Speaker | Ulrike Dohmas |
Affiliaton(s) | Philipps-Universität Marburg |
Date | 30.06.2022, 2:00 pm |
Time | 14:00 o'clock |
Venue | Virtual: Please send an e-mail to zas.xtalks@leibniz-zas.de to get the Zoom invitation link. To be let in, use your proper name. |
In the present talk, two perception studies will be presented in which a passive mismatch-negativity paradigm (MMN) was utilized to investigate how i) German native speakers process the German schwa-vowel (/ə/) in contrast to front mid-high /e/ and front mid-low /ɛ/ and ii) how Spanish L2-learners of German process the non-native contrasts between these vowels. The phonological status of German schwa is still a matter of debate due to the fact that schwa rarely contrasts with other vowels. Unlike other German vowel phonemes, schwa never occurs in stressed syllables. Therefore, it has been suggested that schwa is not phonemic in nature, but serves as an epenthetic vowel or fulfils prosodic requirements of German morphological categories (Wiese 1996, 2010). In addition, since schwa is non-native for Spanish speakers, the question arises whether schwa can be differentiated from /e/ and /ɛ/. The objective of the present study was to investigate whether the perception of central schwa (/ə/) in contrast to /e/ and /ɛ/ yield patterns of mismatch-negativities (MMN) that allow to evaluate the role of schwa in the hearer’s phonological systems. The MMN response is evoked by a rare and irregularly presented stimulus (= deviant) in the context of another frequent stimulus (= standard) and not only reflects the acoustic difference between standard and deviant, but also whether the sounds involved can be mapped onto a sound category in the hearer’s phonological inventory. Sixteen German participants and 16 Spanish native speakers with a high command of German as a second language participated in a passive oddball experiment and were presented with syllables including the vowels of interest ([ge], [gɛ], [gə]). Each vowel was presented once as a standard stimulus with the other two vowels as deviants. We recorded a neurophysiological discrimination response (mismatch negativity, MMN) and computed an identity MMN for each of the three vowels. The MMN patterns found for both groups will be discussed in light of models on vowel perception and vowel representation, on the status of /ə/ in the German vowel system, and on language-specific versus language-universal perception in L2 processing.

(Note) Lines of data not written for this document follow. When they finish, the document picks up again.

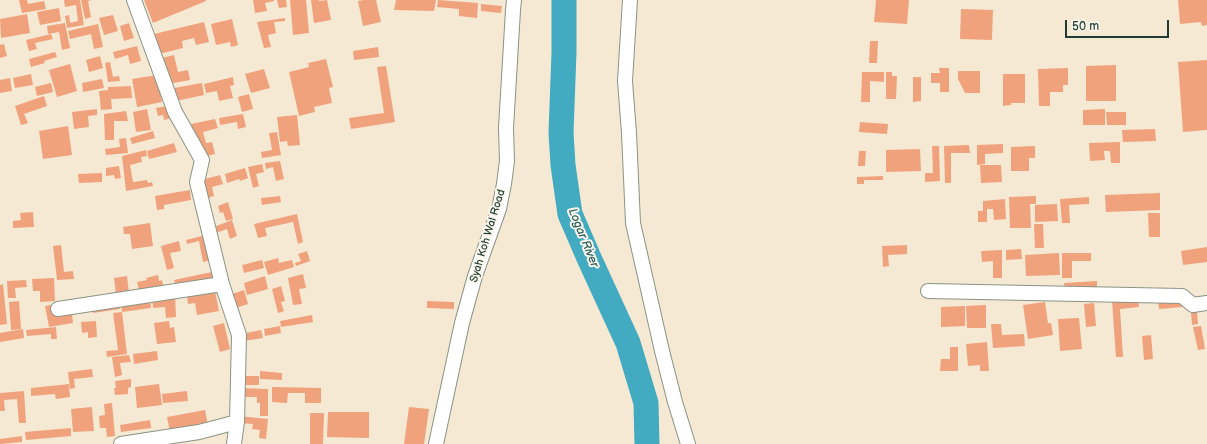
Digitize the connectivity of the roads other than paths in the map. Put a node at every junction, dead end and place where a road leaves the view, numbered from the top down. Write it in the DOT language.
graph roads {
  1 [pos="134,0"];
  2 [pos="514,0"];
  3 [pos="630,0"];
  4 [pos="222,284"];
  5 [pos="928,290"];
  6 [pos="1207,303"];
  7 [pos="58,309"];
  8 [pos="237,422"];
  9 [pos="121,444"];
  10 [pos="234,444"];
  11 [pos="436,444"];
  12 [pos="688,444"];
  1 -- 4 [label="street"];
  2 -- 11 [label="street, Syah Koh Wal Road"];
  3 -- 12 [label="street"];
  4 -- 7 [label="street"];
  4 -- 8 [label="street"];
  5 -- 6 [label="street"];
  8 -- 9 [label="street"];
  8 -- 10 [label="street"];
}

Ulrike Domahs currently holds a professorship for neurolinguistics at the Institute of German Linguistics at the Philipps-Universität Marburg where she investigates cognitive and neural mechanisms underlying language processing in adults, children, multilingual, and clinical populations. In pursuing this goal, she mainly applies electrophysiological and behavioural methods. Crucially, with her research Ulrike Domahs contributes to the field of neurophonetics, studying the neuronal underpinnings of segmental and suprasegmental speech production and perception.

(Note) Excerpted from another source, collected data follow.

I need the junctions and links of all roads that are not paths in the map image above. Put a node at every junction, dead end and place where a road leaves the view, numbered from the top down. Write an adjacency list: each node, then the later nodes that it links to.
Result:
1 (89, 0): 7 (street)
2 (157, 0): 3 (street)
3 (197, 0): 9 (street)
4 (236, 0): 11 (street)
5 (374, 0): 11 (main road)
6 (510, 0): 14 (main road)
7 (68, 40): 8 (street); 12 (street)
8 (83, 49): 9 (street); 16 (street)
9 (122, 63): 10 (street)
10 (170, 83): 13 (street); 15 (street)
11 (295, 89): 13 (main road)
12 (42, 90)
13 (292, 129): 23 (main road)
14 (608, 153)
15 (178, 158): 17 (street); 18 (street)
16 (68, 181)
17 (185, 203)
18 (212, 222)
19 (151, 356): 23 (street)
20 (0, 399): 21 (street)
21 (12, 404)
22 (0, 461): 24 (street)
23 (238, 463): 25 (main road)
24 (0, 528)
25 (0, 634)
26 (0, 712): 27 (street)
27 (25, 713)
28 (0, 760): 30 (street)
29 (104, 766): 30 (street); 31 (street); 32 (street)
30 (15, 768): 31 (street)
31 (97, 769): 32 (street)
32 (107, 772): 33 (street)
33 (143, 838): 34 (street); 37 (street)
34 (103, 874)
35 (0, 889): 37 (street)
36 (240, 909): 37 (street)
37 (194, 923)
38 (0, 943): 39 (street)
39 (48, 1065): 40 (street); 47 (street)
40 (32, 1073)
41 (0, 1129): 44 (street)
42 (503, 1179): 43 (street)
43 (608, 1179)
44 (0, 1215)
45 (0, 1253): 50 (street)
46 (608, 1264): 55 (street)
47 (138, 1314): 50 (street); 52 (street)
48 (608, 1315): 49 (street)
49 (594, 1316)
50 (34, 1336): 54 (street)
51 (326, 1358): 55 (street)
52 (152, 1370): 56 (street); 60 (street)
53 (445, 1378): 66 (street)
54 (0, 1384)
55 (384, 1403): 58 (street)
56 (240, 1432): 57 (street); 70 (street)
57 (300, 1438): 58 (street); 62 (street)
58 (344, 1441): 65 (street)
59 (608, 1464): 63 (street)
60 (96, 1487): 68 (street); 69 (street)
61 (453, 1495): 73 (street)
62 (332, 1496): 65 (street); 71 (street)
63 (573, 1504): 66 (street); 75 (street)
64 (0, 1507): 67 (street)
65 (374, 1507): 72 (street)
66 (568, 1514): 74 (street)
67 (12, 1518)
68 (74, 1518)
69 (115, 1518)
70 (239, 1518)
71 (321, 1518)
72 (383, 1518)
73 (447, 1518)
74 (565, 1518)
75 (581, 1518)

Ulrike Domahs received her PhD in General Linguistics from the University of Düsseldorf in 2003, before she worked as a research associate at the Institute of German Linguistics at the Phillips-Universität Marburg from 2003 to 2013. From 2008 to 2013 Ulrike Domahs held three deputy professorships in the field of Linguistics and Psycholinguistics, in German Linguistics, and in German Linguistics and Language Didactics. From 2013 to 2015 she then was professor for German Linguistics and Language Didactics at the University of Cologne and for German language and child development at the Free University of Bozen-Bolzano from 2015 to 2017.